Abstract

Background: Vitiligo is a skin disorder characterized by hypopigmentation due to destruction of melanocytes. Conventionally thought to be an epidermal disease, the role of dermal compartment has not been adequately explored. It has been proposed that due to oxidative stress, dermal fibroblasts in vitiliginous skin undergo premature senescence leading to melanocyte loss. This study aimed to assess these processes in the dermal fibroblasts with the help of immunohistochemical markers p16 and p53, which indicate senescence and oxidative stress respectively. Design: Skin punch biopsies were taken from the lesional and perilesional areas from 30 adult vitiligo patients and were histologically scored for stability.
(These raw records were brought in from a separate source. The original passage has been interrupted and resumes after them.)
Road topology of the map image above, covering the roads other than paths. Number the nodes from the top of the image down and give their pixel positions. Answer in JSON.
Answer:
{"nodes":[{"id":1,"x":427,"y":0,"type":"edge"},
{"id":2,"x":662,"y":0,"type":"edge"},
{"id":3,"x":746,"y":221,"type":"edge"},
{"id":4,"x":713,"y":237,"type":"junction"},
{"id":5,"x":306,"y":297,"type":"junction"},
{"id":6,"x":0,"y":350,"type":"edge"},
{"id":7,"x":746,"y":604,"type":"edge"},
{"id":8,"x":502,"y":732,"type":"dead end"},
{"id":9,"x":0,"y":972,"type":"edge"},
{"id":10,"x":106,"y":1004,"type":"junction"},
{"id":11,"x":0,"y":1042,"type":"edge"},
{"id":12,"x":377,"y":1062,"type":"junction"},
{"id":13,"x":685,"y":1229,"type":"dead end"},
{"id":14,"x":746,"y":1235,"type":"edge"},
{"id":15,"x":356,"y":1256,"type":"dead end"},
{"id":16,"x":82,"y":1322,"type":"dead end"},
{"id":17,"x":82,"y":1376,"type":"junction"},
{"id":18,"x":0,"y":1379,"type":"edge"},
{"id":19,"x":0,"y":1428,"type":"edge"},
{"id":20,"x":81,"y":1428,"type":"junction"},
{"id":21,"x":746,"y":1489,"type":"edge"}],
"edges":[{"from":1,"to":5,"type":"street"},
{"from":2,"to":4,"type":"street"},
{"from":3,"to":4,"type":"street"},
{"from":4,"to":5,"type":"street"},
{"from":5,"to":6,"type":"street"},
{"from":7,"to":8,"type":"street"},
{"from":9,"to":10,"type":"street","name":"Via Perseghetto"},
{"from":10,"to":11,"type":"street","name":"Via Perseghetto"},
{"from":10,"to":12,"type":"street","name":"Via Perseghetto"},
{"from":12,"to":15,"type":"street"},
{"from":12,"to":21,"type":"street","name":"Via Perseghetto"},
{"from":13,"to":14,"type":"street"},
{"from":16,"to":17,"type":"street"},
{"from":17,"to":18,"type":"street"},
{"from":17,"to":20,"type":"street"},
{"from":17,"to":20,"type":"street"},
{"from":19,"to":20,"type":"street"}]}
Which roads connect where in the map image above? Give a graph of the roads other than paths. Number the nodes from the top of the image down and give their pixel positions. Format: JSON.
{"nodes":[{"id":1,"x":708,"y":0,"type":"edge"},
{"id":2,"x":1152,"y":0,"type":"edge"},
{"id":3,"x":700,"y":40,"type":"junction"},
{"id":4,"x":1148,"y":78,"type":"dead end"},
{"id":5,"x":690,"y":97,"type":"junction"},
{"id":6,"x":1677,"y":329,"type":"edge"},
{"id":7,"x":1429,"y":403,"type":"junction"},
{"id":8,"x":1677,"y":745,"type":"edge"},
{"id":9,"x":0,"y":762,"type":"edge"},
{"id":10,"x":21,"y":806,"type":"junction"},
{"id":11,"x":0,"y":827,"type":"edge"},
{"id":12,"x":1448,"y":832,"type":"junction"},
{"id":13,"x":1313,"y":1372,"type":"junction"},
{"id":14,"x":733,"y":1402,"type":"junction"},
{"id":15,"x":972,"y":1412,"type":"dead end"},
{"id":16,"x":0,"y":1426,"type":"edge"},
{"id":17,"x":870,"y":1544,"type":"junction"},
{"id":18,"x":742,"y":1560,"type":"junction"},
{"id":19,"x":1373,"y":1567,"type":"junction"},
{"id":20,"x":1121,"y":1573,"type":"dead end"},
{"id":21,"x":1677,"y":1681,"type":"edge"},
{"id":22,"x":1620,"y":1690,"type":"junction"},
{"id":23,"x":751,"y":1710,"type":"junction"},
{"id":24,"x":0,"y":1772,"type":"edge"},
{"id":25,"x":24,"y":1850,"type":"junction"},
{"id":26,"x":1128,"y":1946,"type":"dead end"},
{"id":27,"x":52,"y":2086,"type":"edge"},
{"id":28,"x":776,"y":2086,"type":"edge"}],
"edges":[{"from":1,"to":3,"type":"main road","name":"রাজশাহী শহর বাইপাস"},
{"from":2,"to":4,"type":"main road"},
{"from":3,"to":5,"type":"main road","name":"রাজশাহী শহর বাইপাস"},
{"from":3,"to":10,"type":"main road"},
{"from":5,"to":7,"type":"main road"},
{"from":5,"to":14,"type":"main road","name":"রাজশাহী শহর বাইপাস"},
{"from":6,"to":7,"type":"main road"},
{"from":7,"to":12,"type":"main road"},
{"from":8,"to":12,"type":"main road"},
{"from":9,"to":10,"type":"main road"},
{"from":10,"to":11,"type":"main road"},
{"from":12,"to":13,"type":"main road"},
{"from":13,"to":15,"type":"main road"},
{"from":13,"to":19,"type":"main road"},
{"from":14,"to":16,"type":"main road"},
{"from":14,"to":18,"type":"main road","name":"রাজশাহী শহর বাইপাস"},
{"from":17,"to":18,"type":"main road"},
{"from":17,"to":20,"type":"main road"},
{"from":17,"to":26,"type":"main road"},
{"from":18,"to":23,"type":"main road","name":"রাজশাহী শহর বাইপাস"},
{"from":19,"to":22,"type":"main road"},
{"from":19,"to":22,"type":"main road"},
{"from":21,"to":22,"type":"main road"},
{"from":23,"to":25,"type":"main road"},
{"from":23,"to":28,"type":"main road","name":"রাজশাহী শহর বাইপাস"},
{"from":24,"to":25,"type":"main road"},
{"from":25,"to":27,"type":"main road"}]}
Immunohistochemistry was done to assess senescence and oxidative stress in the dermal fibroblasts with p16 and p53 respectively. Percentage positivity of p16 and p53 expression was assessed in dermal fibroblasts in lesional and perilesional skin and was correlated with vitiligo histological score. Results and Discussion: Higher p16 expression was observed in the dermal fibroblasts of lesional skin compared to perilesional skin. There was a significant association of p16 positivity in lesional skin with histological score, dermal melanophages and presence of dermal lymphocytes>100/5HPF. Expression of p53 was also higher in dermal fibroblasts in lesional skin compared to perilesional skin. Conclusion: Role of dermal compartment in vitiligo pathogenesis is presently not clear. The current study highlights the role of the immunohistochemical markers p16 and p53 which indicates senescence and oxidative stress in the dermal fibroblasts respectively in the pathogenesis of vitiligo. A better understanding of these abnormalities can lead to expansion of treatment options in the management of vitiligo.

Financial Disclosure:
No current or relevant financial relationships exist.